The sample size determination was based on previous literature [1–3], which enrolled 10, 12 and two participants to assess for the impact of a filter on CPET. The sample size of 11 in our study may appear small. However, the p-values from the Wilcoxon signed-rank test are: 0.058 for WRpeak, 0.563 for V̇O2peak, 0.609 for V̇Epeak, 0.959 for V̇O2AT, 0.423 for FVC, 0.937 for FEV1, and 0.754 for PEF (figure 1). Power analysis, with alpha at 0.05 and power at 0.8, indicates the required sample sizes for achieving significance: 17 for WRpeak, 224 for V̇O2peak, 626 for V̇Epeak, 740 for V̇O2AT, 538 for FVC, 1343 for FEV1 and 26 821 for PEF. These large sample sizes indicate the difficulty in detecting subtle differences to achieve a p-value <0.05, suggesting that the differences are not substantial, with the exception of WRpeak. Overall, using viral filters (MicroGard II, Vyaire Medical GmbH) at the proximal end of the testing circuit during spirometry and CPET did not significantly change outcomes in healthy individuals. In future clinical CPET filter use, provided that the filters are placed upstream and do not exceed the resistance of our study's filter (36 Pa at a flow rate of 60 L·min−1), their impact should be minimal. However, in patients with compromised lung function, additional resistance and dead space may affect the results.
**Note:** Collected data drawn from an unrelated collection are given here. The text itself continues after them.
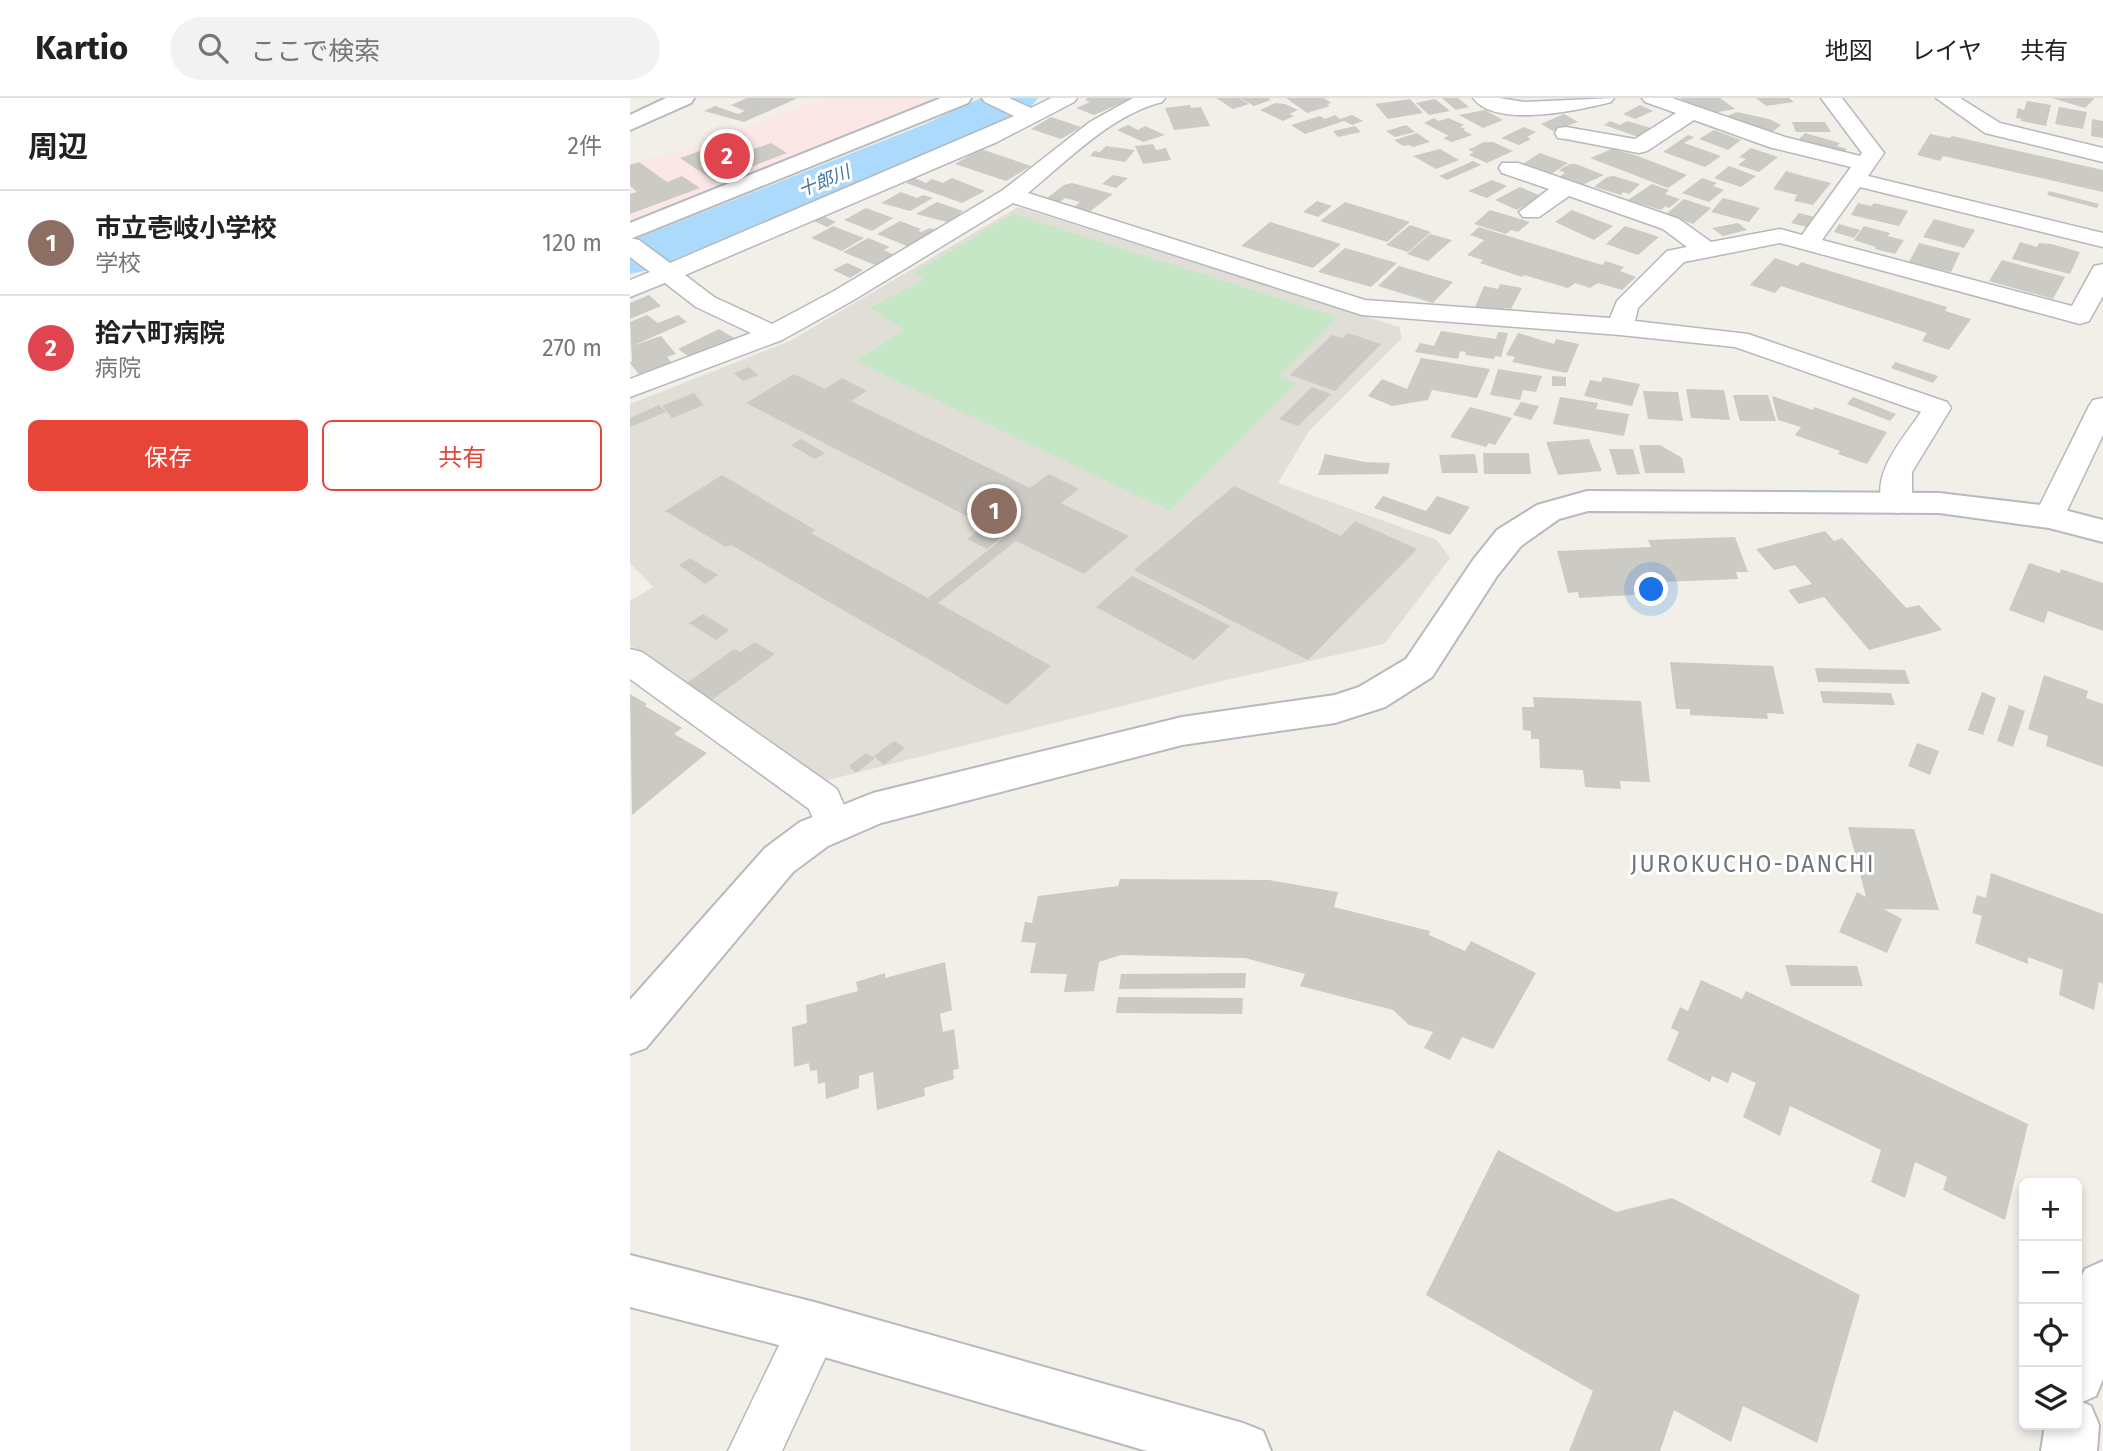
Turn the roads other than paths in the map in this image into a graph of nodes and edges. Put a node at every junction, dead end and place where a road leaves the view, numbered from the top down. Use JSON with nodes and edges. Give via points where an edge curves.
{"nodes":[{"id":1,"x":683,"y":98,"type":"edge"},
{"id":2,"x":960,"y":98,"type":"edge"},
{"id":3,"x":992,"y":98,"type":"edge"},
{"id":4,"x":1067,"y":98,"type":"edge"},
{"id":5,"x":1155,"y":98,"type":"edge"},
{"id":6,"x":1483,"y":98,"type":"edge"},
{"id":7,"x":1604,"y":98,"type":"edge"},
{"id":8,"x":1652,"y":98,"type":"edge"},
{"id":9,"x":1831,"y":98,"type":"edge"},
{"id":10,"x":1946,"y":98,"type":"edge"},
{"id":11,"x":1692,"y":112,"type":"junction"},
{"id":12,"x":1029,"y":115,"type":"junction"},
{"id":13,"x":630,"y":123,"type":"edge"},
{"id":14,"x":1566,"y":133,"type":"dead end"},
{"id":15,"x":2103,"y":155,"type":"edge"},
{"id":16,"x":1510,"y":168,"type":"dead end"},
{"id":17,"x":1860,"y":171,"type":"junction"},
{"id":18,"x":1567,"y":187,"type":"junction"},
{"id":19,"x":1011,"y":195,"type":"junction"},
{"id":20,"x":1531,"y":212,"type":"dead end"},
{"id":21,"x":630,"y":232,"type":"edge"},
{"id":22,"x":2103,"y":240,"type":"edge"},
{"id":23,"x":1808,"y":243,"type":"junction"},
{"id":24,"x":630,"y":245,"type":"edge"},
{"id":25,"x":1707,"y":250,"type":"junction"},
{"id":26,"x":2103,"y":271,"type":"edge"},
{"id":27,"x":666,"y":272,"type":"junction"},
{"id":28,"x":630,"y":289,"type":"edge"},
{"id":29,"x":1620,"y":327,"type":"junction"},
{"id":30,"x":773,"y":334,"type":"junction"},
{"id":31,"x":630,"y":389,"type":"edge"},
{"id":32,"x":2103,"y":406,"type":"edge"},
{"id":33,"x":1897,"y":503,"type":"junction"},
{"id":34,"x":2049,"y":517,"type":"junction"},
{"id":35,"x":2103,"y":531,"type":"edge"},
{"id":36,"x":630,"y":662,"type":"edge"},
{"id":37,"x":834,"y":826,"type":"junction"},
{"id":38,"x":645,"y":994,"type":"edge"},
{"id":39,"x":630,"y":1032,"type":"edge"},
{"id":40,"x":630,"y":1281,"type":"edge"},
{"id":41,"x":2103,"y":1286,"type":"edge"},
{"id":42,"x":814,"y":1328,"type":"junction"},
{"id":43,"x":2079,"y":1367,"type":"edge"},
{"id":44,"x":2071,"y":1430,"type":"edge"},
{"id":45,"x":754,"y":1451,"type":"edge"},
{"id":46,"x":1243,"y":1451,"type":"edge"},
{"id":47,"x":2069,"y":1451,"type":"edge"}],
"edges":[{"from":1,"to":13,"type":"street"},
{"from":2,"to":21,"type":"street"},
{"from":3,"to":12,"type":"street"},
{"from":4,"to":12,"type":"street"},
{"from":5,"to":19,"type":"street","via":[[1097,126]]},
{"from":6,"to":7,"type":"street","via":[[1493,105],[1554,109]]},
{"from":8,"to":11,"type":"street"},
{"from":9,"to":17,"type":"street","via":[[1873,153]]},
{"from":10,"to":15,"type":"street","via":[[1993,128]]},
{"from":11,"to":14,"type":"street","via":[[1639,146]]},
{"from":11,"to":17,"type":"street"},
{"from":12,"to":27,"type":"street","via":[[989,137]]},
{"from":16,"to":18,"type":"street"},
{"from":17,"to":22,"type":"street"},
{"from":17,"to":23,"type":"street"},
{"from":18,"to":20,"type":"street"},
{"from":18,"to":25,"type":"street","via":[[1671,224]]},
{"from":19,"to":29,"type":"street","via":[[1362,307]]},
{"from":19,"to":30,"type":"street"},
{"from":23,"to":25,"type":"street","via":[[1780,236]]},
{"from":23,"to":26,"type":"street","via":[[2080,316]]},
{"from":24,"to":27,"type":"street"},
{"from":25,"to":29,"type":"street","via":[[1676,256],[1626,306]]},
{"from":27,"to":28,"type":"street"},
{"from":27,"to":30,"type":"street","via":[[705,302]]},
{"from":29,"to":33,"type":"street","via":[[1739,340],[1937,408],[1897,472]]},
{"from":30,"to":31,"type":"street"},
{"from":32,"to":34,"type":"street"},
{"from":33,"to":34,"type":"street","via":[[1938,503]]},
{"from":33,"to":37,"type":"street","via":[[1587,501],[1548,512],[1509,538],[1419,668],[1372,697],[1335,709],[1182,732],[873,809]]},
{"from":34,"to":35,"type":"street"},
{"from":36,"to":37,"type":"street","via":[[824,800]]},
{"from":37,"to":38,"type":"street","via":[[814,834],[779,860]]},
{"from":38,"to":39,"type":"street"},
{"from":40,"to":42,"type":"street"},
{"from":41,"to":43,"type":"street","via":[[2085,1324]]},
{"from":42,"to":45,"type":"street"},
{"from":42,"to":46,"type":"street"},
{"from":44,"to":47,"type":"street"}]}
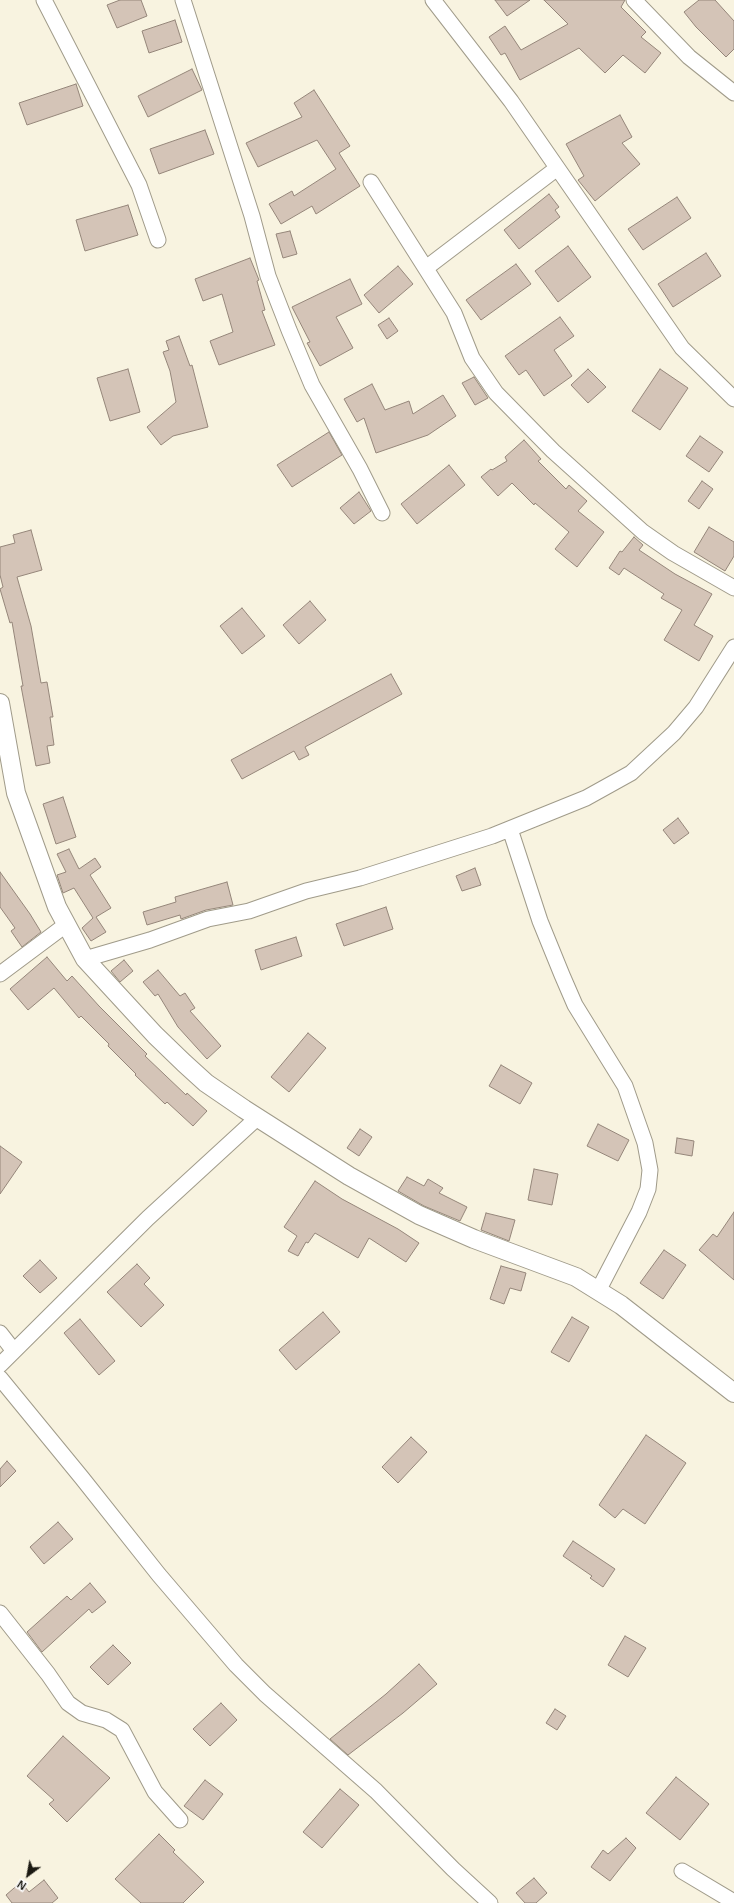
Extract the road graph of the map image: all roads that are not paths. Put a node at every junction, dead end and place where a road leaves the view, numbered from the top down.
1 (44, 0) edge
2 (183, 0) edge
3 (433, 0) edge
4 (634, 0) edge
5 (734, 93) edge
6 (556, 169) junction
7 (371, 182) dead end
8 (158, 240) dead end
9 (426, 268) junction
10 (734, 399) edge
11 (382, 513) dead end
12 (734, 588) edge
13 (734, 647) edge
14 (0, 703) edge
15 (510, 829) junction
16 (67, 924) junction
17 (85, 959) junction
18 (0, 974) edge
19 (257, 1118) junction
20 (598, 1291) junction
21 (0, 1333) edge
22 (14, 1351) junction
23 (0, 1365) edge
24 (0, 1378) edge
25 (734, 1393) edge
26 (2, 1620) edge
27 (180, 1820) dead end
28 (682, 1871) dead end
29 (734, 1902) edge
30 (490, 1903) edge

1 - 8 street
2 - 11 street
3 - 6 street
4 - 5 street
6 - 9 street
6 - 10 street
7 - 9 street
9 - 12 street
13 - 15 street
14 - 16 street
15 - 17 street
15 - 20 street
16 - 17 street
16 - 18 street
17 - 19 street
19 - 20 street
19 - 22 street
20 - 25 street
21 - 22 street
22 - 23 street
24 - 30 street
26 - 27 street
28 - 29 street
Thus far, there is no published literature investigating this issue and further research is warranted.
Footnotes
Provence: Submitted article, peer reviewed.
Author contributions: All the authors contributed to the conception and design, acquisition of data, drafting of the article, critical revision, and final approval of the manuscript.
Ethics statement: This study protocol is approved by Institutional Review Board of Chang Gung Memorial Hospital. Registration number: 202201686B0.
Conflict of interests: All authors have no conflicts.
Support statement: Financial support was provided by Chang Gung Memorial Hospital (grant no. CMRPVVN0101, CMRPVVL0121–3 and CMRPVVK0111-3). Funding information for this article has been deposited with the Crossref Funder Registry.
Data availability
statement: The data underlying the results presented in the study are available at https://cloudhd.cgmh.org.tw/navigate/a/#/s/5ED6C86C74F143CB929B7D421F22A6AF6BL upon reasonable request.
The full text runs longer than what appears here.